Task data:
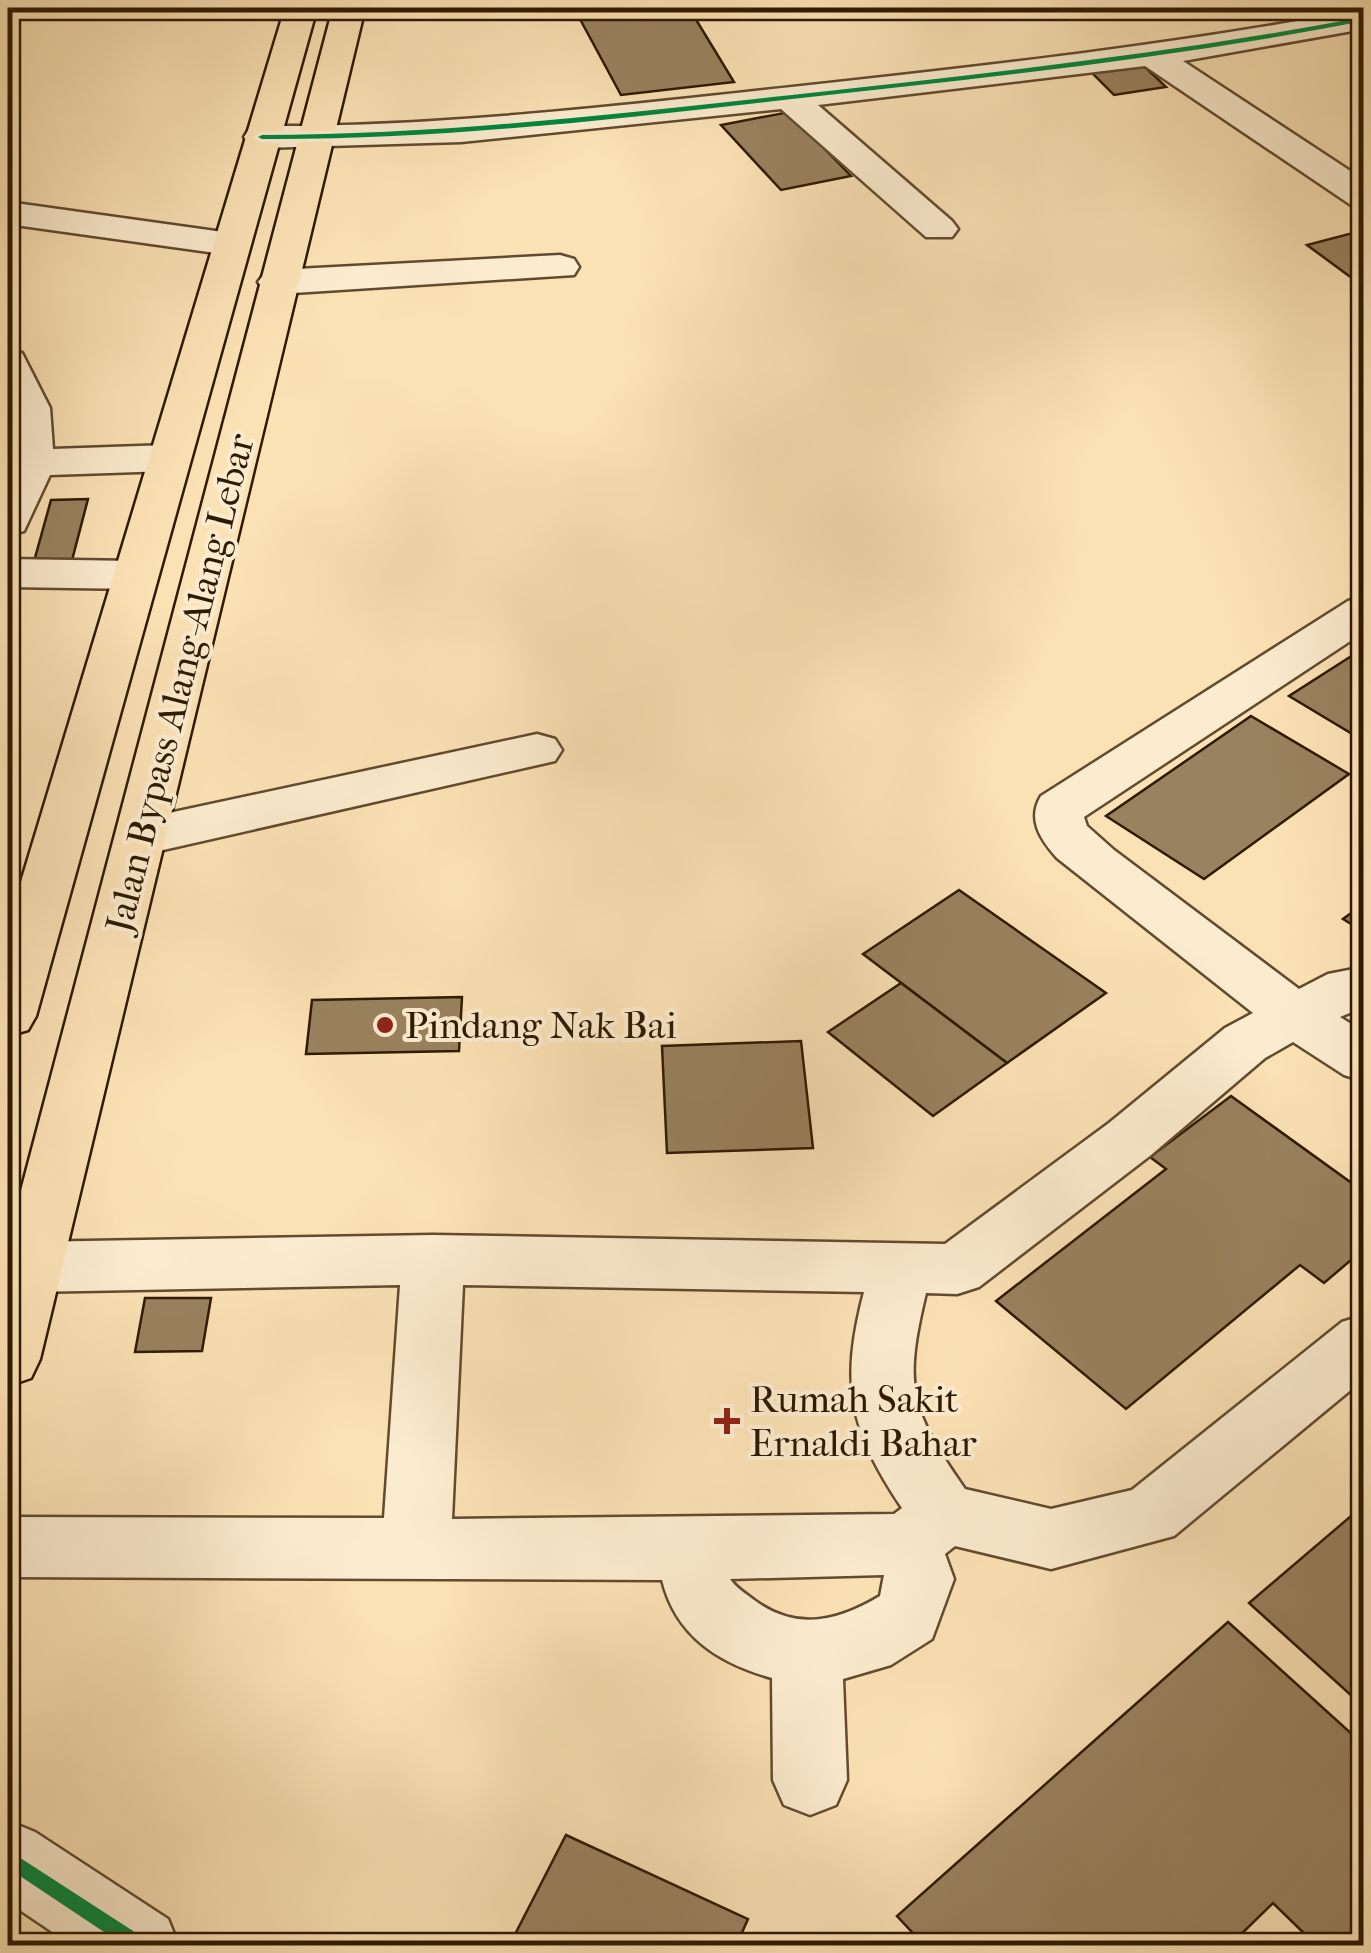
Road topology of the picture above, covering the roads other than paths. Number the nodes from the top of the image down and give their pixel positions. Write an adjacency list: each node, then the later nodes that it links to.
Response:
1 (302, 8): 6 (highway, Jalan Bypass Alang-Alang Lebar)
2 (349, 8): 7 (highway, Jalan Bypass Alang-Alang Lebar)
3 (1364, 19): 4 (street)
4 (1150, 54): 5 (street); 8 (street)
5 (788, 98): 7 (street); 10 (street)
6 (262, 136): 7 (street); 11 (highway, Jalan Bypass Alang-Alang Lebar)
7 (313, 138): 13 (highway, Jalan Bypass Alang-Alang Lebar)
8 (1364, 196)
9 (8, 213): 11 (street)
10 (939, 228)
11 (230, 244): 15 (highway, Jalan Bypass Alang-Alang Lebar)
12 (560, 267): 13 (street)
13 (278, 282): 22 (highway, Jalan Bypass Alang-Alang Lebar)
14 (8, 362): 16 (street)
15 (168, 458): 16 (street); 19 (highway, Jalan Bypass Alang-Alang Lebar)
16 (33, 463): 17 (street)
17 (8, 522)
18 (8, 573): 19 (street)
19 (135, 574): 24 (highway, Jalan Bypass Alang-Alang Lebar)
20 (1364, 611): 25 (street)
21 (537, 750): 22 (street)
22 (141, 837): 28 (highway, Jalan Bypass Alang-Alang Lebar)
23 (1364, 987): 25 (street)
24 (11, 994)
25 (1298, 1018): 26 (street); 29 (street)
26 (1364, 1060)
27 (433, 1260): 28 (street); 29 (street); 34 (street)
28 (29, 1267): 31 (highway, Jalan Bypass Alang-Alang Lebar)
29 (901, 1269): 32 (street)
30 (1364, 1341): 32 (street)
31 (8, 1359)
32 (926, 1529): 35 (street); 36 (street)
33 (8, 1548): 34 (street)
34 (416, 1550): 35 (street)
35 (688, 1550): 36 (street)
36 (807, 1655): 37 (street)
37 (810, 1780)
38 (8, 1858): 39 (street)
39 (141, 1946)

Goal of the exercise:
Give back every entry in its exact wording, leaving the pictures out.

Answer box:
Road topology of the picture above, covering the roads other than paths. Number the nodes from the top of the image down and give their pixel positions. Write an adjacency list: each node, then the later nodes that it links to.
Response:
1 (302, 8): 6 (highway, Jalan Bypass Alang-Alang Lebar)
2 (349, 8): 7 (highway, Jalan Bypass Alang-Alang Lebar)
3 (1364, 19): 4 (street)
4 (1150, 54): 5 (street); 8 (street)
5 (788, 98): 7 (street); 10 (street)
6 (262, 136): 7 (street); 11 (highway, Jalan Bypass Alang-Alang Lebar)
7 (313, 138): 13 (highway, Jalan Bypass Alang-Alang Lebar)
8 (1364, 196)
9 (8, 213): 11 (street)
10 (939, 228)
11 (230, 244): 15 (highway, Jalan Bypass Alang-Alang Lebar)
12 (560, 267): 13 (street)
13 (278, 282): 22 (highway, Jalan Bypass Alang-Alang Lebar)
14 (8, 362): 16 (street)
15 (168, 458): 16 (street); 19 (highway, Jalan Bypass Alang-Alang Lebar)
16 (33, 463): 17 (street)
17 (8, 522)
18 (8, 573): 19 (street)
19 (135, 574): 24 (highway, Jalan Bypass Alang-Alang Lebar)
20 (1364, 611): 25 (street)
21 (537, 750): 22 (street)
22 (141, 837): 28 (highway, Jalan Bypass Alang-Alang Lebar)
23 (1364, 987): 25 (street)
24 (11, 994)
25 (1298, 1018): 26 (street); 29 (street)
26 (1364, 1060)
27 (433, 1260): 28 (street); 29 (street); 34 (street)
28 (29, 1267): 31 (highway, Jalan Bypass Alang-Alang Lebar)
29 (901, 1269): 32 (street)
30 (1364, 1341): 32 (street)
31 (8, 1359)
32 (926, 1529): 35 (street); 36 (street)
33 (8, 1548): 34 (street)
34 (416, 1550): 35 (street)
35 (688, 1550): 36 (street)
36 (807, 1655): 37 (street)
37 (810, 1780)
38 (8, 1858): 39 (street)
39 (141, 1946)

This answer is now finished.